Cualquier reforma requerirá una compleja negociación, un plan de entre 5 y 10 años para adecuarse, un mecanismo intermedio para financiarse y una política de Estado con jerarquía constitucional. No hay modo de que con esta idea vayan a lograrse resultados en el corto plazo, menos con la sociedad con tamañas divisiones y un sistema político incapaz de negociar y tomar compromisos serios.
Por lo menos, mientras nos parezca valioso pertenecer al sistema democrático.
Por eso considero que plantear esa salida es simplemente echar humo para confundir la discusión y llegar a la nada. Es posible y deseable encararla, pero no como una solución de coyuntura, sino como un proyecto de largo plazo.
Es algo más viable rediscutir la coparticipación federal, incluir en ella todos los impuestos ahora escamoteados, para evitar la manipulación política y crear compromisos presupuestarios mutuos y metas pactadas, tanto en lo político como en lo económico. De más está decir que tamaña discusión tampoco será fácil, no sólo por los intereses espurios implícitos, sino por los intereses legítimos y la enorme ideologización, el partidismo y la corrupción de la política nacional.
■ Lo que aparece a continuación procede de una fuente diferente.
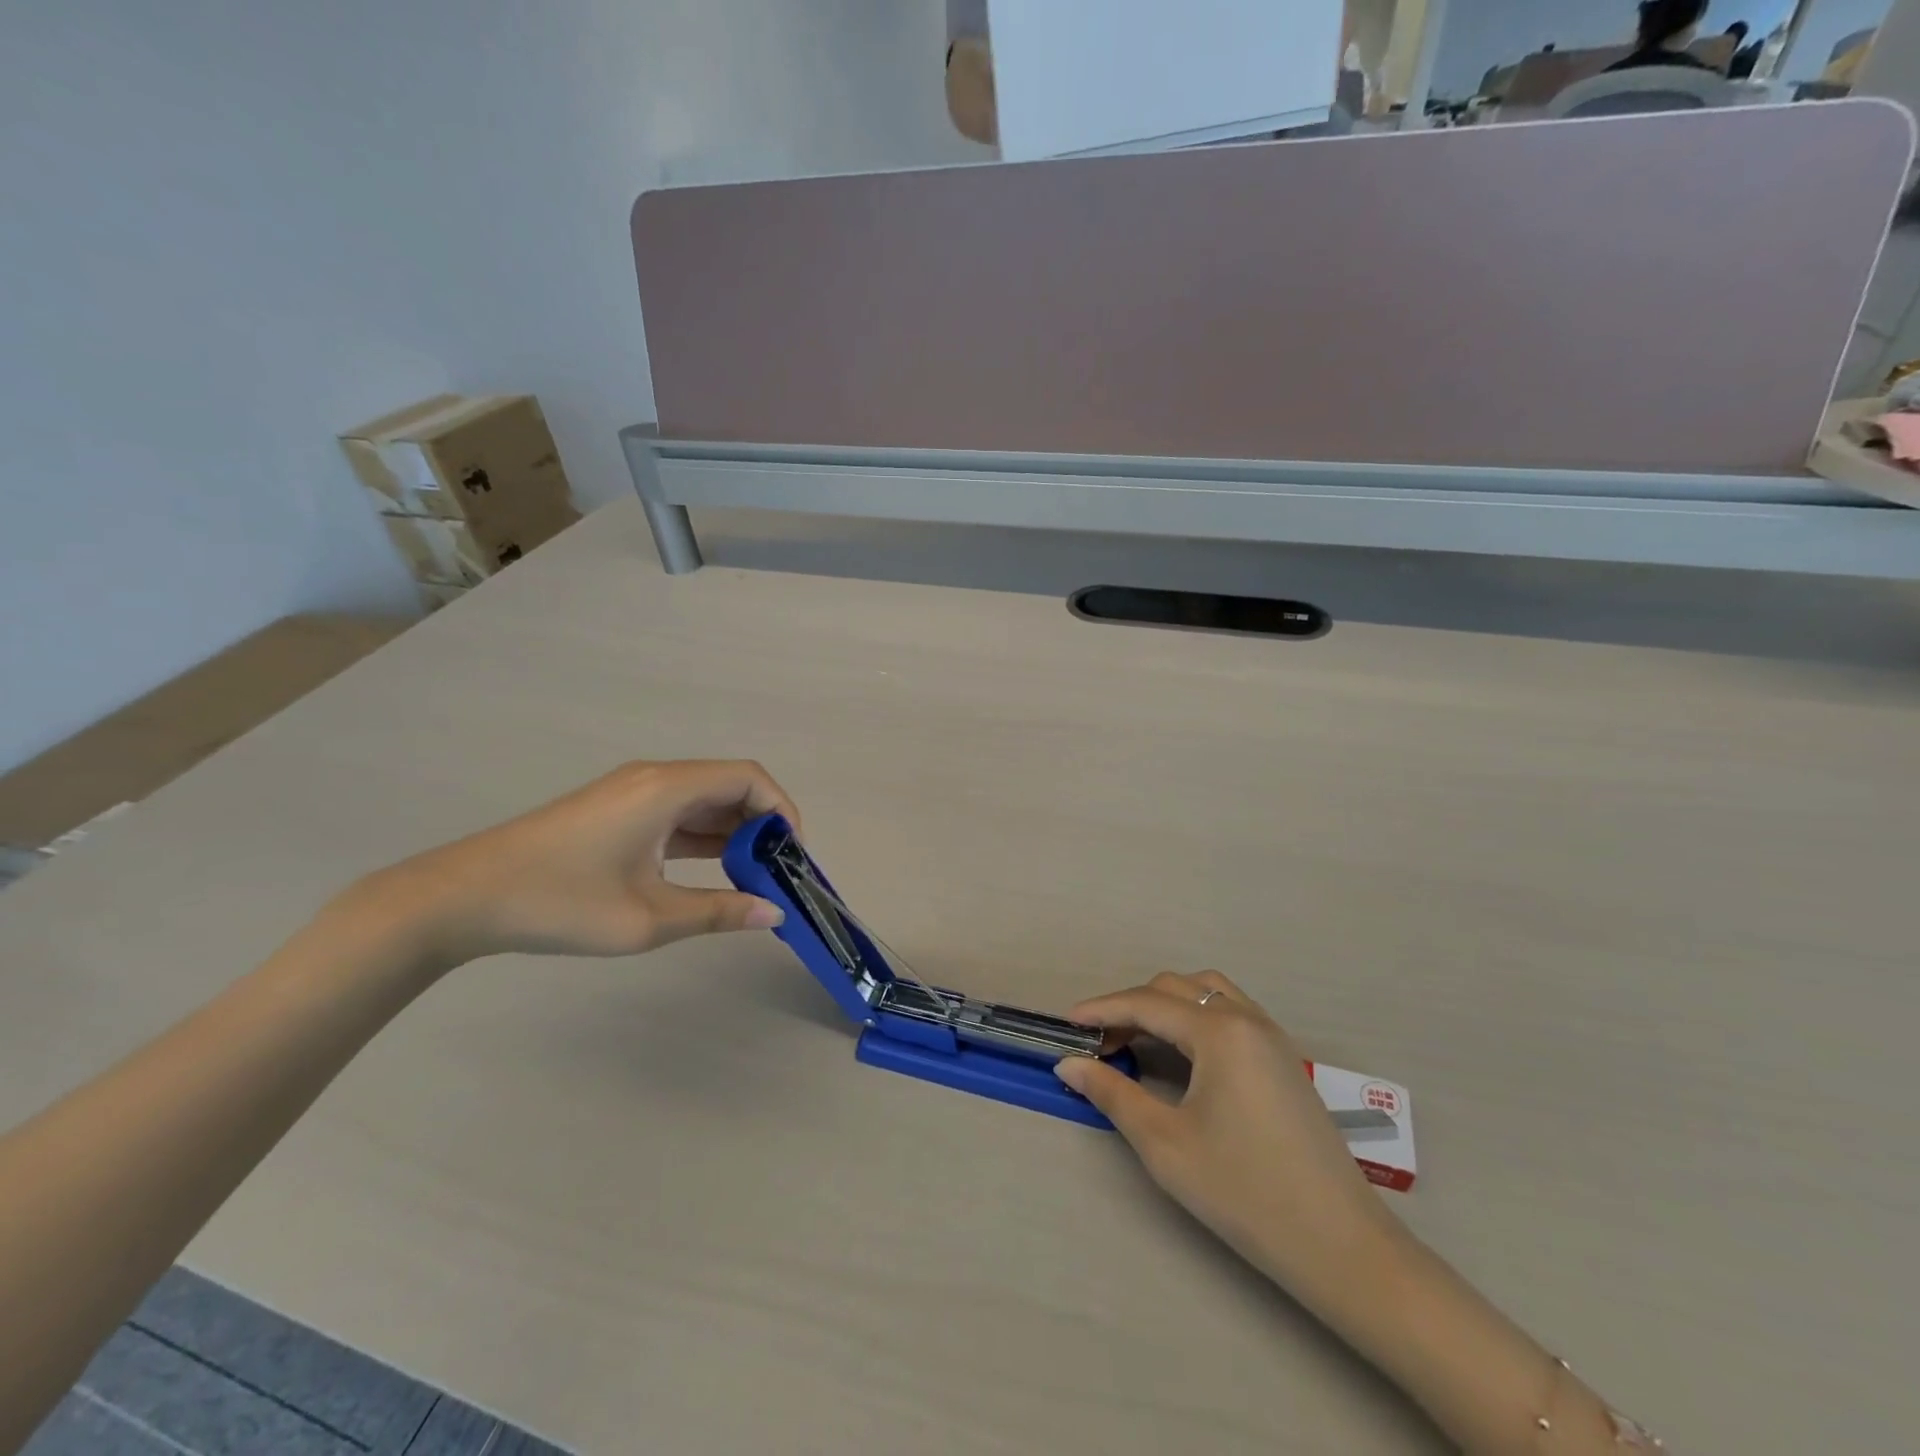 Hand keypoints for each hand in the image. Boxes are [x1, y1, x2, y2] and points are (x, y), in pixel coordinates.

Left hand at [350, 759, 798, 965]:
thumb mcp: (648, 918)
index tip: (794, 855)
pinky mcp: (616, 810)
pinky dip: (703, 837)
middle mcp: (655, 778)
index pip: (749, 778)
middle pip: (730, 785)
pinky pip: (677, 813)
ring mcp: (632, 792)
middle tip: (778, 872)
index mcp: (667, 788)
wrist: (461, 898)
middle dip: (763, 824)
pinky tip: (711, 871)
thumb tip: (773, 913)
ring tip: (752, 877)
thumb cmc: (561, 903)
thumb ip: (718, 911)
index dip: (783, 810)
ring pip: (703, 800)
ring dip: (733, 832)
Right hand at [1055, 972, 1404, 1304]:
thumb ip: (1113, 1094)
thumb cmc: (1246, 1192)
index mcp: (1219, 1031)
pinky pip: (1230, 1011)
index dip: (1101, 1010)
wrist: (1341, 1246)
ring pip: (1206, 992)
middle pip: (1175, 989)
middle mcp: (1247, 1018)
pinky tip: (1183, 1052)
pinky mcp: (1284, 1059)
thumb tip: (1070, 1064)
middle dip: (1130, 1007)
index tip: (1066, 1023)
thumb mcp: (1166, 1145)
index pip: (1146, 1003)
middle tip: (1099, 1044)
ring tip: (1138, 1039)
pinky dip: (1195, 1016)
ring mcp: (1272, 1036)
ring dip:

De modo que volvamos a la Tierra:
- La carga fiscal debe reducirse; repartirla de otro modo no cambiaría el problema. Eso implica que, como condición previa, se baje el gasto.
- Las escalas y el mínimo no imponible deben ajustarse a valores reales; hay que eliminar los parches y las graves injusticias de la actual metodología.
- El efecto impositivo de la inflación debe neutralizarse en todos sus aspectos.
- Impuestos como el de débitos bancarios o sellos deberían eliminarse o minimizarse, por su condición de paralizantes de las actividades.
- El sistema de monotributo debe mejorarse para que no sea un castigo a las pymes, sino una real ayuda.
- Un alivio a la torturante carga administrativa que la AFIP coloca día a día sobre los contribuyentes también es imperioso.
- El IVA y el impuesto a las ganancias no deben emparcharse con subsidios, exenciones ni favorecer a determinados sectores en detracción de otros. La idea de arrojar el peso de los impuestos sobre otros sectores, como sería gravar más a consumidores y menos a las empresas, es únicamente otra prebenda.
- Una serie de impuestos nacionales, provinciales, municipales, regionales, específicos que sancionan a los productores y que se han ido agregando a la carga fiscal sólo a efectos de financiar despilfarros deben eliminarse.
- El número y el monto de impuestos que se cobran sobre las facturas de servicios deben reducirse drásticamente, porque no tienen otra justificación que la de resultar de fácil cobro; crecerán exponencialmente cuando se acerquen a la realidad los valores tarifarios.
No creo que el problema central de nuestra economía se deba ni al impuesto a las ganancias ni al IVA, que están dentro de valores normales mundiales.
Cuando el despreciado Alfredo Martínez de Hoz aplicó el IVA en 1976, su tasa era del 13%, pero a cambio se eliminaban cientos de impuestos en todas las jurisdicciones, incluyendo el impuesto a las actividades lucrativas y el de sellos.
Hoy hemos llegado a una tasa del 21% en IVA, pagamos un impuesto inflacionario fenomenal, cuatro puntos en impuesto de sellos y cuatro o cinco en ingresos brutos, los más regresivos que se conocen. Esos impuestos son los que deben desaparecer. Más los cientos de gabelas y cargos específicos que campean en el país. Para no hablar del Fondo del Tabaco.
Y recordemos el delirante impuesto a los débitos bancarios, que cuesta el 1,2% de todo el giro de una empresa, cuanto menos.
Ahí tenemos suficiente material para la reforma fiscal. Si alguien quiere afrontarla en serio.